R8 is staying yellow. :wink:


----------



## DXN (May 18, 2002)

Thank god for that, the world can turn again 

what is the other car (two cars on order [smiley=smoking.gif] )


----------



## jampott (Sep 6, 2003)

DXN said:


> Thank god for that, the world can turn again
> 
> what is the other car (two cars on order [smiley=smoking.gif] )


Your smiley probably sums it up.










That's the plan, anyway. It'll be an S4 replacement.


----------



## DXN (May 18, 2002)

LOL :lol:

At least you'll be able to get to the land rover dealer QUICKLY in the yellow peril when the faults start :wink:


----------



## jampott (Sep 6, 2003)

DXN said:


> LOL :lol:
> 
> At least you'll be able to get to the land rover dealer QUICKLY in the yellow peril when the faults start :wink:


That's true... :lol:


----------



## scoTTy (May 6, 2002)

Jampott - don't forget you'll also need to order THIS :wink:


----------



## V6 TT (Sep 24, 2002)

scoTTy said:


> Jampott - don't forget you'll also need to order THIS :wink:


I've seen it all now - unbelievable! Site looks too legit and well thought out to be a hoax right!?


----------



## garyc (May 7, 2002)

PaulusB said:


> A Day out to see the new Audi R8 @ Lingen (D)
> 
> http://www.********.nl/forum/album_mod/upload/Dsc01663.jpg
> 
> ...


Black hides the ungainly shape very nicely and the slats disappear too, as does the Smart Blade thing and awkward front end.

Best looking R8 pic I have seen.


----------



## ctgilles (Jul 5, 2005)

V6 TT said:


> I've seen it all now - unbelievable! Site looks too legit and well thought out to be a hoax right!?

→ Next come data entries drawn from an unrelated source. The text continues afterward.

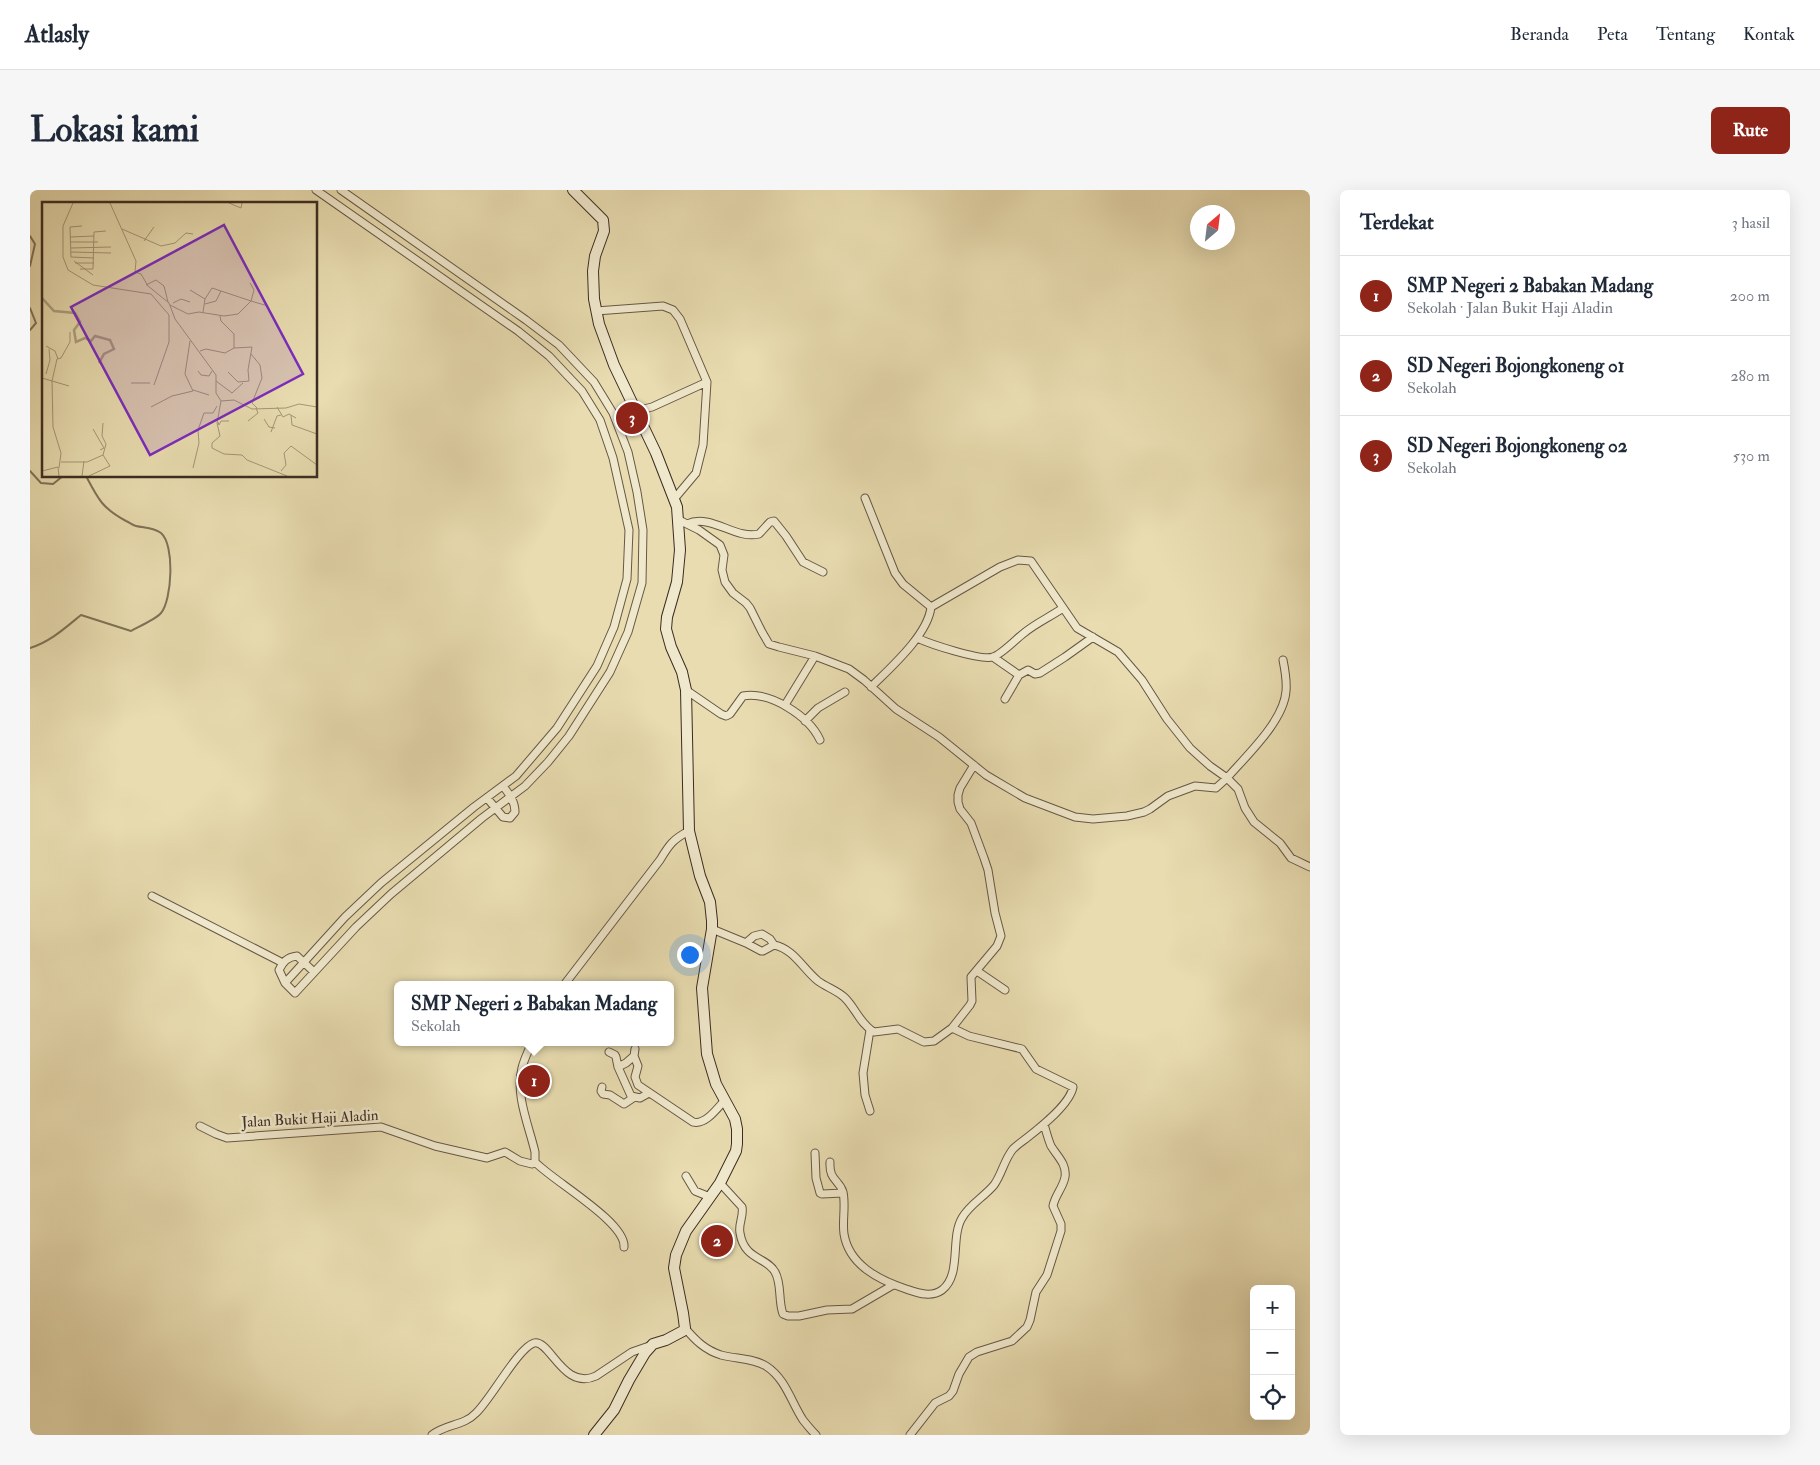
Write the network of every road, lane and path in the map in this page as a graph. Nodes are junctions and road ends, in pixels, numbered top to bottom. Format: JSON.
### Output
{"nodes":[{"id":1,"x":341,"y":190,"type":"edge"},
{"id":2,"x":573,"y":190,"type":"edge"},
{"id":3,"x":320,"y":191,"type":"edge"},
{"id":4,"x":596,"y":311,"type":"junction"},
{"id":5,"x":707,"y":382,"type":"junction"},
{"id":6,"x":636,"y":411,"type":"junction"},
{"id":7,"x":674,"y":498,"type":"junction"},
{"id":8,"x":865,"y":498,"type":"dead end"},
{"id":9,"x":683,"y":522,"type":"junction"},
{"id":10,"x":823,"y":572,"type":"dead end"},
{"id":11,"x":931,"y":607,"type":"junction"},
{"id":12,"x":1063,"y":608,"type":"junction"},
{"id":13,"x":1093,"y":637,"type":"junction"},
{"id":14,"x":917,"y":638,"type":"junction"},
{"id":15,"x":815,"y":656,"type":"junction"},
{"id":16,"x":993,"y":657,"type":"junction"},
{"id":17,"x":1283,"y":660,"type":"dead end"},
{"id":18,"x":1019,"y":675,"type":"junction"},
{"id":19,"x":871,"y":687,"type":"junction"},
{"id":20,"x":686,"y":690,"type":"junction"},
{"id":21,"x":845,"y":692,"type":"dead end"},
{"id":22,"x":1005,"y":699,"type":"dead end"},
{"id":23,"x":785,"y":705,"type":"junction"},
{"id":24,"x":805,"y":721,"type":"junction"},
{"id":25,"x":820,"y":740,"type":"dead end"},
{"id":26,"x":974,"y":765,"type":"junction"},
{"id":27,"x":1227,"y":778,"type":"junction"},
{"id":28,"x":503,"y":786,"type":"junction"},
{"id":29,"x":511,"y":797,"type":"junction"},
{"id":30,"x":487,"y":798,"type":"junction"},
{"id":31,"x":495,"y":809,"type":"junction"},
{"id":32,"x":689,"y":831,"type":"junction"},
{"id":33,"x":1310,"y":867,"type":"edge"},
{"id":34,"x":152,"y":896,"type":"dead end"},
{"id":35,"x":712,"y":929,"type":"junction"},
{"id":36,"x":746,"y":943,"type":"junction"},
{"id":37,"x":774,"y":945,"type":"junction"},
{"id":38,"x":303,"y":961,"type":"junction"},
{"id":39,"x":283,"y":963,"type":"junction"},
{"id":40,"x":977,"y":971,"type":"junction"},
{"id":41,"x":314,"y":972,"type":"junction"},
{"id":42,"x":567,"y":981,"type":"edge"},
{"id":43,"x":284,"y":983,"type":"junction"},
{"id":44,"x":1005,"y":990,"type":"dead end"},
{"id":45,"x":952,"y":1028,"type":"junction"},
{"id":46,"x":870,"y":1030,"type":"junction"},
{"id":47,"x":531,"y":1046,"type":"edge"},
{"id":48,"x":609,"y":1052,"type":"dead end"},
{"id":49,"x":618,"y":1068,"type":"junction"},
{"id":50,"x":602,"y":1087,"type":"dead end"},
{"id":51,"x":650,"y":1093,"type":"junction"},
{"id":52,"x":633,"y":1098,"type":"junction"},
{"id":53,"x":724,"y":1101,"type":"junction"},
{"id":54,"x":870,"y":1111,"type":"dead end"},
{"id":55,"x":1044,"y":1124,"type":"junction"},
{"id":56,"x":200,"y":1126,"type":"dead end"},
{"id":57,"x":815,"y":1153,"type":"dead end"},
{"id":58,"x":535,"y":1162,"type":"junction"},
{"id":59,"x":830,"y":1162,"type":"dead end"},
{"id":60,"x":686,"y":1176,"type":"dead end"},
{"id":61,"x":720,"y":1183,"type":"junction"},
{"id":62,"x":843,"y":1193,"type":"junction"},
{"id":63,"x":710,"y":1197,"type":"junction"},
{"id":64,"x":624,"y":1247,"type":"dead end"},
{"id":65,"x":893,"y":1285,"type":"junction"},
{"id":66,"x":685,"y":1328,"type":"junction"},
{"id":67,"x":653,"y":1344,"type":"junction"},
{"id":68,"x":597,"y":1434,"type":"edge"},
{"id":69,"x":913,"y":1434,"type":"edge"},
{"id":70,"x":432,"y":1435,"type":"edge"},
{"id":71,"x":816,"y":1435,"type":"edge"}],
"edges":[{"from":1,"to":29,"type":"street"},
{"from":2,"to":4,"type":"street"},
{"from":3,"to":28,"type":"street"},
{"from":4,"to":5,"type":"street"},
{"from":4,"to":6,"type":"street"},
{"from":5,"to":6,"type":"street"},
{"from":5,"to":7,"type":"street"},
{"from":6,"to":7,"type":"street"},
{"from":7,"to":9,"type":"street"},
{"from":8,"to":11,"type":"street"},
{"from":9,"to":10,"type":"street"},
{"from":9,"to":15,"type":"street"},
{"from":9,"to":20,"type":"street"},
{"from":11,"to":12,"type":"street"},
{"from":11,"to":14,"type":"street"},
{"from":12,"to":13,"type":"street"},
{"from":12,"to":16,"type":"street"},
{"from":13,"to":18,"type":"street"},
{"from":13,"to":27,"type":"street"},
{"from":14,"to":16,"type":"street"},
{"from":14,"to":19,"type":"street"},
{"from":15,"to":19,"type":"street"},
{"from":15,"to":23,"type":"street"},
{"from":16,"to":18,"type":"street"},
{"from":17,"to":27,"type":"street"},
{"from":18,"to":22,"type":"street"},
{"from":19,"to":26,"type":"street"},
{"from":20,"to":23,"type":"street"},
{"from":20,"to":32,"type":"street"},
{"from":21,"to":24,"type":"street"},
{"from":23,"to":24,"type":"street"},
{"from":24,"to":25,"type":"street"},
{"from":26,"to":27,"type":"street"},
{"from":26,"to":40,"type":"street"},
{"from":27,"to":33,"type":"street"},
{"from":28,"to":29,"type":"street"},
{"from":28,"to":30,"type":"street"},
{"from":29,"to":31,"type":"street"},
{"from":29,"to":31,"type":"street"},
{"from":30,"to":31,"type":"street"},
{"from":30,"to":38,"type":"street"},
{"from":31,"to":41,"type":"street"},
{"from":32,"to":35,"type":"street"},
{"from":32,"to":42,"type":"street"},
{"from":34,"to":39,"type":"street"},
{"from":35,"to":36,"type":"street"},
{"from":35,"to":53,"type":"street"},
{"from":36,"to":37,"type":"street"},
{"from":36,"to":37,"type":"street"},
{"from":37,"to":46,"type":"street"},
{"from":38,"to":39,"type":"street"},
{"from":38,"to":41,"type":"street"},
{"from":38,"to":43,"type":"street"},
{"from":39,"to":43,"type":"street"},
{"from":40,"to":44,"type":"street"},
{"from":40,"to":45,"type":"street"},
{"from":41,"to":43,"type":"street"},
{"from":45,"to":46,"type":"street"},
{"from":45,"to":55,"type":"street"},
{"from":46,"to":54,"type":"street"},
{"from":47,"to":58,"type":"street"},
{"from":48,"to":49,"type":"street"},
{"from":49,"to":51,"type":"street"},
{"from":49,"to":52,"type":"street"},
{"from":50,"to":52,"type":"street"},
{"from":51,"to":52,"type":"street"},
{"from":51,"to":53,"type":"street"},
{"from":53,"to":61,"type":"street"},
{"from":55,"to":65,"type":"street"},
{"from":55,"to":69,"type":"street"},
{"from":56,"to":58,"type":"street","name":"Jalan Bukit Haji Aladin"},
{"from":57,"to":62,"type":"street"},
{"from":58,"to":64,"type":"street"},
{"from":59,"to":62,"type":"street"},
{"from":60,"to":63,"type":"street"},
{"from":61,"to":63,"type":"street"},
{"from":61,"to":65,"type":"street"},
{"from":62,"to":65,"type":"street"},
{"from":63,"to":66,"type":"street"},
{"from":66,"to":67,"type":"street"},
{"from":66,"to":71,"type":"street"},
{"from":67,"to":68,"type":"street"},
{"from":67,"to":70,"type":"street"}]}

It's real :roll: Like the fake snow for your Xmas tree :lol:


----------



## Toshiba (Jul 8, 2004)

I have to admit i'd take the yellow over the black. Really sets the car off.


----------



## Guest (May 21, 2007)

Toshiba said:


> I have to admit i'd take the yellow over the black. Really sets the car off.


I'll take the black.


----------



## PaulusB (Jul 19, 2006)

DUO3 NAN said:


> Toshiba said:
> 
> 
> > I have to admit i'd take the yellow over the black. Really sets the car off.
> ...


Yess black [smiley=thumbsup.gif]


----------



## ratty (May 18, 2004)

PaulusB said:


> DUO3 NAN said:
> 
> 
> > Toshiba said:
> ...


Black please.....with one sugar :roll:


----------



## PaulusB (Jul 19, 2006)

No milk


----------